What God forgot was that listening to Lynyrd Skynyrd dialed up to eleven is pretty ridiculously painful too. It’s a push at this point.
9:30pm – Top 6th – Kid Rock is belting out “Cowboy” right now. I’ll be honest. I really didn’t think we were going to be able to beat “That Smell” but I have just been proven dead wrong. Dead.Wrong.
9:45pm – Top 7th – I just realized how brilliant the Phillies have been in this series. By pitching only left handed starters, they have severely limited the Rockies ability to put the team’s best nine on the field.
Without Hawpe and Stewart, this lineup is very clearly not the same. Sometimes you have to tip your hat. Well done, Phils.
9:50pm – Bottom 7th – A dark haze has enveloped the field. Carlos Gonzalez looks just that much more dangerous in this light. He looks like a rock star coming onto the stage for his encore: confident, collected and ready to unleash hell.
And that’s a double into the gap! This guy is going to win the game by himself.
10:05pm – Bottom 7th – It’s Joker Time! Todd Helton is going to blow off parts of his body with swings like that. Torque levels are maxed out right now.
Swinging strikeout from Helton...
10:11pm – Bottom 7th – Tulowitzki just missed a homerun by a fraction of an inch. Two grains of the bat lower and he wins the ballgame for us. It’s all tied up at five now.
This game is too real.
10:27pm – Top 8th – I’m not saying I would get violent with the jukebox operators right now, but if someone burst through the doors and murdered them all with a meat cleaver, I wouldn’t be that upset. They’re playing “Our House” right now. Unbelievable.
10:36pm – Top 8th – Bettancourt works into a jam and makes the perfect pitch to Matt Stairs on 3—2. Everyone watching this game right now is witnessing superb baseball.
This is a beautiful game… even when rounding hour three.

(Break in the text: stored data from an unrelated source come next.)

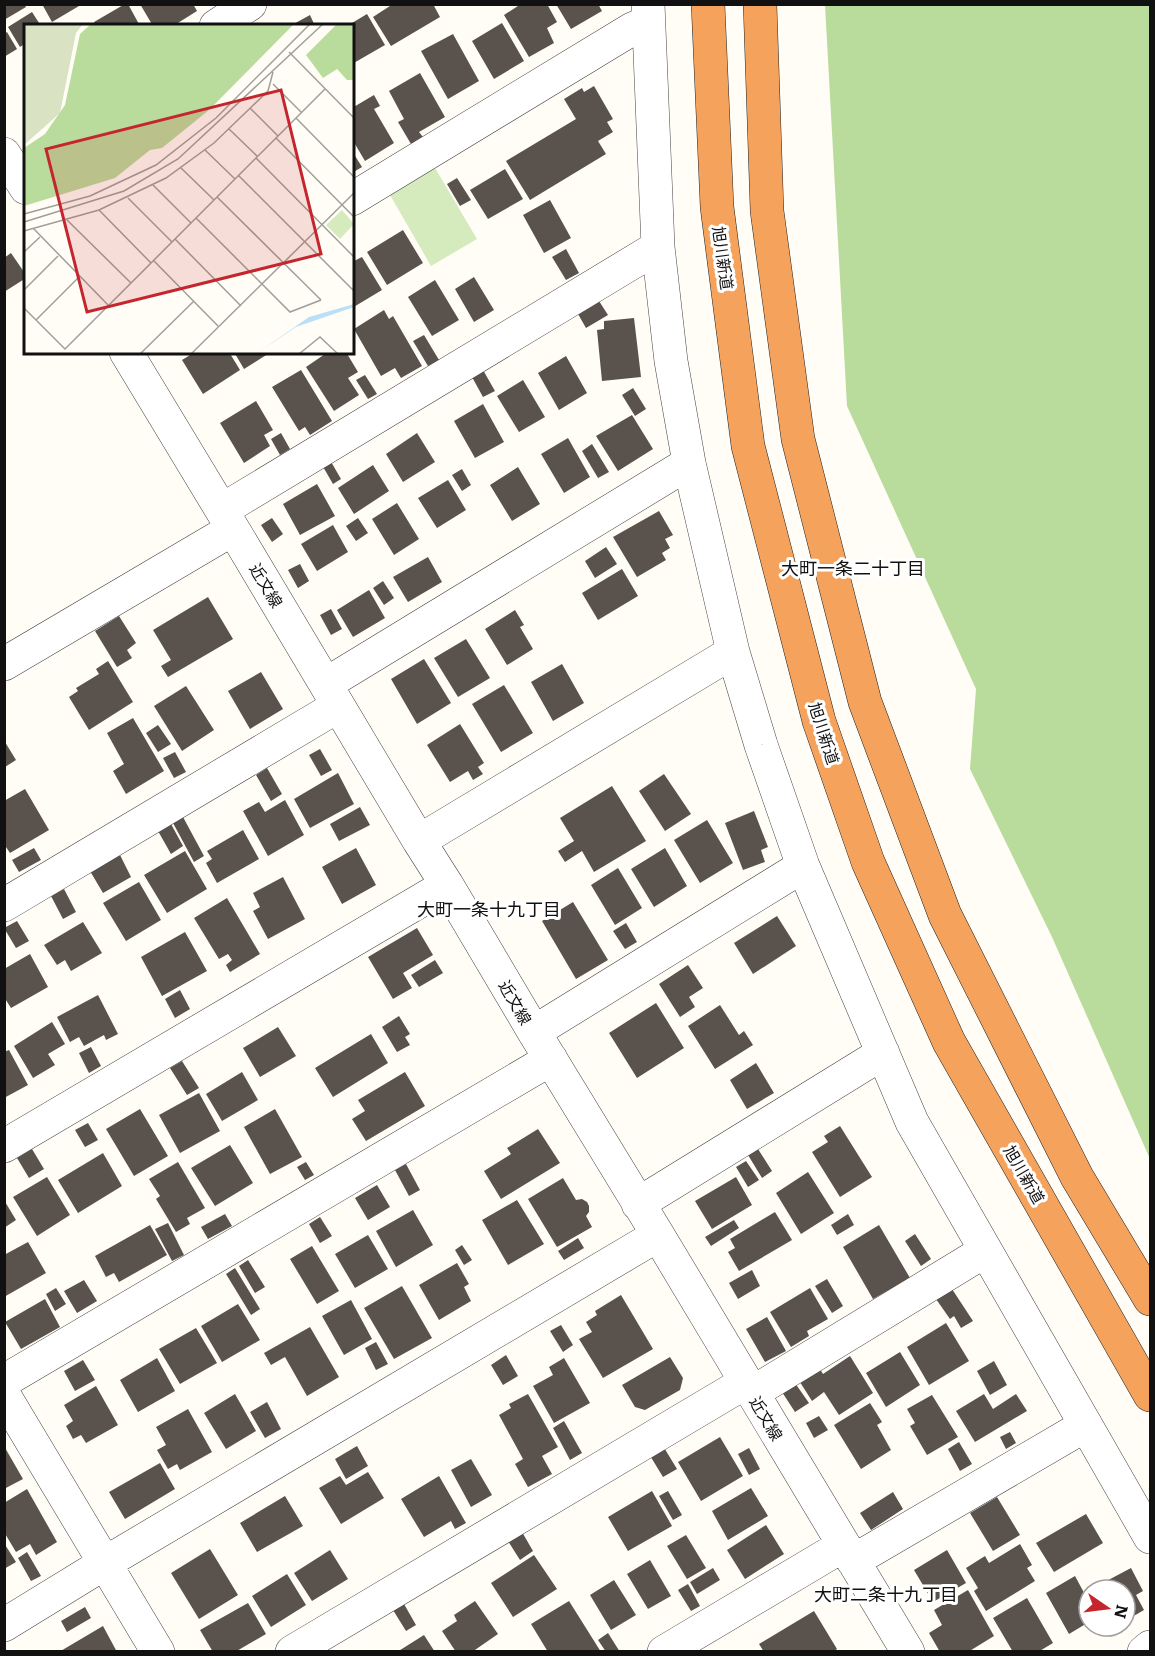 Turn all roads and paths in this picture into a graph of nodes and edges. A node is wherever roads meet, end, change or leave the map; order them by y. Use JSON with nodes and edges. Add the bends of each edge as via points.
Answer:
{"nodes":[{"id":1,"x":250,"y":4,"type":"edge"},
{"id":2,"x":708,"y":4,"type":"edge"},
{"id":3,"x":760,"y":4,"type":"edge"},
{"id":4,"x":648,"y":13,"type":"edge"},
{"id":5,"x":219,"y":24,"type":"edge"},
{"id":6,"x":24,"y":144,"type":"edge"},
{"id":7,"x":5,"y":154,"type":"edge"},
{"id":8,"x":24,"y":185,"type":"edge"},
{"id":9,"x":354,"y":198,"type":"edge"},
{"id":10,"x":658,"y":247,"type":"junction"},
{"id":11,"x":127,"y":354,"type":"edge"},
{"id":12,"x":688,"y":463,"type":"junction"},
{"id":13,"x":227,"y":519,"type":"junction"},
{"id":14,"x":733,"y":652,"type":"junction"},
{"id":15,"x":4,"y":664,"type":"edge"},
{"id":16,"x":332,"y":695,"type":"junction"},
{"id":17,"x":419,"y":842,"type":"junction"},
{"id":18,"x":803,"y":866,"type":"junction"},
{"id":19,"x":447,"y":885,"type":"junction"},
{"id":20,"x":4,"y":905,"type":"edge"},
{"id":21,"x":534,"y":1032,"type":"junction"},
{"id":22,"x":883,"y":1053,"type":"junction"},
{"id":23,"x":551,"y":1059,"type":"junction"},
{"id":24,"x":4,"y":1146,"type":"edge"},
{"id":25,"x":638,"y":1204,"type":"junction"},
{"id":26,"x":658,"y":1235,"type":"junction"},
{"id":27,"x":985,"y":1251,"type":"junction"},
{"id":28,"x":1150,"y":1299,"type":"edge"},
{"id":29,"x":4,"y":1381,"type":"edge"},
{"id":30,"x":749,"y":1388,"type":"junction"},
{"id":31,"x":4,"y":1395,"type":"edge"},
{"id":32,"x":1150,"y":1395,"type":"edge"},
{"id":33,"x":1086,"y":1425,"type":"junction"},
{"id":34,"x":1150,"y":1537,"type":"edge"},
{"id":35,"x":848,"y":1553,"type":"junction"},
{"id":36,"x":105,"y":1563,"type":"junction"},
{"id":37,"x":4,"y":1625,"type":"edge"},
{"id":38,"x":1150,"y":1647,"type":"edge"},
{"id":39,"x":158,"y":1652,"type":"edge"},
{"id":40,"x":292,"y":1652,"type":"edge"},
{"id":41,"x":664,"y":1652,"type":"edge"},
{"id":42,"x":908,"y":1652,"type":"edge"},
{"id":43,"x":1144,"y":1652,"type":"edge"}],
"edges":[{"from":1,"to":5,"type":"street"},
{"from":2,"to":32,"type":"highway","name":"旭川新道","via":[[717,207],[748,446],[819,721],[868,862],[949,1042]]},
{"from":3,"to":28,"type":"highway","via":[[767,211],[798,439],[865,702],[945,915],[1077,1177]]},
{"from":4,"to":9,"type":"street","via":[[632,29]]},
{"from":4,"to":10,"type":"street"},
{"from":6,"to":7,"type":"street"},
{"from":7,"to":8,"type":"street"},
{"from":10,"to":12,"type":"street"},
{"from":10,"to":13,"type":"street"},
{"from":11,"to":13,"type":"street","name":"近文線"},
{"from":12,"to":14,"type":"street"},
{"from":12,"to":16,"type":"street"},
{"from":13,"to":15,"type":"street"},
{"from":13,"to":16,"type":"street","name":"近文線"},
{"from":14,"to":17,"type":"street"},
{"from":14,"to":18,"type":"street"},
{"from":16,"to":17,"type":"street","name":"近文線"},
{"from":16,"to":20,"type":"street"},
{"from":17,"to":19,"type":"street","name":"近文線"},
{"from":18,"to":21,"type":"street"},
{"from":18,"to":22,"type":"street"},
{"from":19,"to":21,"type":"street","name":"近文線"},
{"from":19,"to":24,"type":"street"},
{"from":21,"to":23,"type":"street","name":"近文線"},
{"from":22,"to":25,"type":"street"},
{"from":22,"to":27,"type":"street","via":[[912,1122]]},
{"from":23,"to":25,"type":"street","name":"近文線"},
{"from":23,"to":29,"type":"street"},
{"from":25,"to":26,"type":"street","name":"近文線"},
{"from":26,"to":30,"type":"street","name":"近文線"},
{"from":26,"to":36,"type":"street"},
{"from":27,"to":30,"type":"street"},
{"from":27,"to":33,"type":"street"},
{"from":30,"to":35,"type":"street","name":"近文線"},
{"from":30,"to":40,"type":"street"},
{"from":31,"to":36,"type":"street"},
{"from":33,"to":34,"type":"street"},
{"from":33,"to":35,"type":"street"},
{"from":35,"to":41,"type":"street"},
{"from":35,"to":42,"type":"street","name":"近文線"},
{"from":36,"to":37,"type":"street"},
{"from":36,"to":39,"type":"street"},
{"from":38,"to":43,"type":"street"}]}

10:50pm – Top 9th – Shane Victorino is now called Super Bunter. Victorino sacrifices Rollins to second. There’s one out, a man in scoring position with Utley up. Danger lurks.
10:55pm – Top 9th – Disaster has struck Coors Field. Two umpires miss two separate calls on one play to put Utley on first. I am heated right now. This is an unacceptable example of officiating.

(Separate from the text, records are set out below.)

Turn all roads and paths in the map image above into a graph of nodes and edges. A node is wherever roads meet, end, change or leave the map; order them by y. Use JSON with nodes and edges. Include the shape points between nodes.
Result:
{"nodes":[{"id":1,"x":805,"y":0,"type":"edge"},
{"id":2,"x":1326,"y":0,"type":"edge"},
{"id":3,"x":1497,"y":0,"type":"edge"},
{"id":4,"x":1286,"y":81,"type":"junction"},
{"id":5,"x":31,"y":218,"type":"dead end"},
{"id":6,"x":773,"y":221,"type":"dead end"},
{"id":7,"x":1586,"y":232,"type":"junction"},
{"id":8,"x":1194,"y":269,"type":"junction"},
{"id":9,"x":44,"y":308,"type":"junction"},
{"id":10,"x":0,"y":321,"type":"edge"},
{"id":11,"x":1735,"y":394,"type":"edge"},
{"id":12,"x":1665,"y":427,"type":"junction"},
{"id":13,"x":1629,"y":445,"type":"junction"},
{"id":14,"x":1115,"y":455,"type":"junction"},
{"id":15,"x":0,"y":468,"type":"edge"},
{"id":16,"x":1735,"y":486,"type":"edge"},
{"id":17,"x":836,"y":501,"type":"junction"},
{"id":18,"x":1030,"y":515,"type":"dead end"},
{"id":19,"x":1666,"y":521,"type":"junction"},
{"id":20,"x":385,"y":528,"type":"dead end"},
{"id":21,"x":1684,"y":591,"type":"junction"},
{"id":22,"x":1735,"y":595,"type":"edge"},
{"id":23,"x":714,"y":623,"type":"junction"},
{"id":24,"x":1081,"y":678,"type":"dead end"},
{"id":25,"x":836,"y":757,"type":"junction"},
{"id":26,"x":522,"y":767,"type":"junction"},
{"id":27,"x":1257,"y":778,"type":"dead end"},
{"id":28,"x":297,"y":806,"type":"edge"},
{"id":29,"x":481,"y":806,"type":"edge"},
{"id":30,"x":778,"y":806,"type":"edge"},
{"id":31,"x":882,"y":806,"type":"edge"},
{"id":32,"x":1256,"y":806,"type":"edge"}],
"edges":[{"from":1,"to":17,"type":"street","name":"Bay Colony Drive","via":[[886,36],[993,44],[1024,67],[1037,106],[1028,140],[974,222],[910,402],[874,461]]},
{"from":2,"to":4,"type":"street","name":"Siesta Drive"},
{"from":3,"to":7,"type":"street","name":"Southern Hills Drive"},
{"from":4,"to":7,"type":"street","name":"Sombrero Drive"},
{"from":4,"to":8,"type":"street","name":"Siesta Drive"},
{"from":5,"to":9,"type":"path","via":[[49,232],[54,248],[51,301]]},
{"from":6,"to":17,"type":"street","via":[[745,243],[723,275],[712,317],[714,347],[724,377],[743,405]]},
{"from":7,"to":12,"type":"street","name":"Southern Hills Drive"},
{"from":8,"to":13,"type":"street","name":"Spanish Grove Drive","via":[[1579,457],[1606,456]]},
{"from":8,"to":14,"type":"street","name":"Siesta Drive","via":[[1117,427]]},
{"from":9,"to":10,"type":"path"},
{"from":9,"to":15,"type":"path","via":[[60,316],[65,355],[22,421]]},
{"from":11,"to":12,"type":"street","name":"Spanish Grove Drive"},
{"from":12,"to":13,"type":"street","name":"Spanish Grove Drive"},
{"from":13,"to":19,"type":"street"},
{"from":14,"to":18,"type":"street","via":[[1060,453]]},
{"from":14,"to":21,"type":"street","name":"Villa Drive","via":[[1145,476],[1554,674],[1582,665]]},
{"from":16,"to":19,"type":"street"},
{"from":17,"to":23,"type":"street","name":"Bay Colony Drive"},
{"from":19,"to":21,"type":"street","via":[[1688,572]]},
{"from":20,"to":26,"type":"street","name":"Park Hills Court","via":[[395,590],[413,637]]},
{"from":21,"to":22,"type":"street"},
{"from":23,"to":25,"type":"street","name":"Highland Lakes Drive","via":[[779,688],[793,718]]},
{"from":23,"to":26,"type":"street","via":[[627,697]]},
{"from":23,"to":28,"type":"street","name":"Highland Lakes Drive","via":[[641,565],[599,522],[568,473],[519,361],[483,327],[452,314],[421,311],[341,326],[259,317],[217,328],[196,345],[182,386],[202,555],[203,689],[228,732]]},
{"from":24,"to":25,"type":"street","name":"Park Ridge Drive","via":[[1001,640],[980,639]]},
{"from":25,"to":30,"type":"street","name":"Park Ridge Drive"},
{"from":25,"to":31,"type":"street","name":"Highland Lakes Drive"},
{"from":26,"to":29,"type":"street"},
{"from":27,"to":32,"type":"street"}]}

10:56pm – Top 9th – And the call costs the Rockies the go—ahead run… I fully expect to be greeted with an apology letter from the MLB tomorrow morning. This is absolutely absurd. I feel bad for the other patrons of Sundown right now. I am making a scene.
The only thing I can possibly be happy about right now is watching Brad Lidge warming in the bullpen. That’s one Colorado native who is going to try and set things right.
11:00pm – Middle 9th – We’re going into the bottom frame, down a run and looking down the barrel at Hawpe, Gonzalez and Fowler. I am trying to do everything I can not to be raging pissed right now.
I don’t have a problem losing baseball games, but I do have a problem when they are stolen from me by bad people who can’t perform their jobs correctly.
11:07pm – Bottom 9th – Are you kidding me? Jason Giambi, Supervillain, is coming to the plate with a man on second. He is ready to win this thing. This is perfect.
11:09pm – Bottom 9th – Two down. My favorite supervillain can’t get it done.
I guess this is how it should be. They’re giving Todd Helton a chance to win this game. The stage is set. This is a turning point in this season. Two outs man in scoring position…
11:12pm – Bottom 9th – Helton draws a walk. Tulo steps to the plate. Moments like this are almost too much to take.
11:14pm — Game over. I tip my cap to the Phillies for a game well played, but they didn’t win this game as far as I’m concerned, not quite anyway.
Tomorrow, we’ll be out for blood. I am at an unhealthy level of stress right now. I need to find someone to hold me before I meat cleaver some jukeboxers.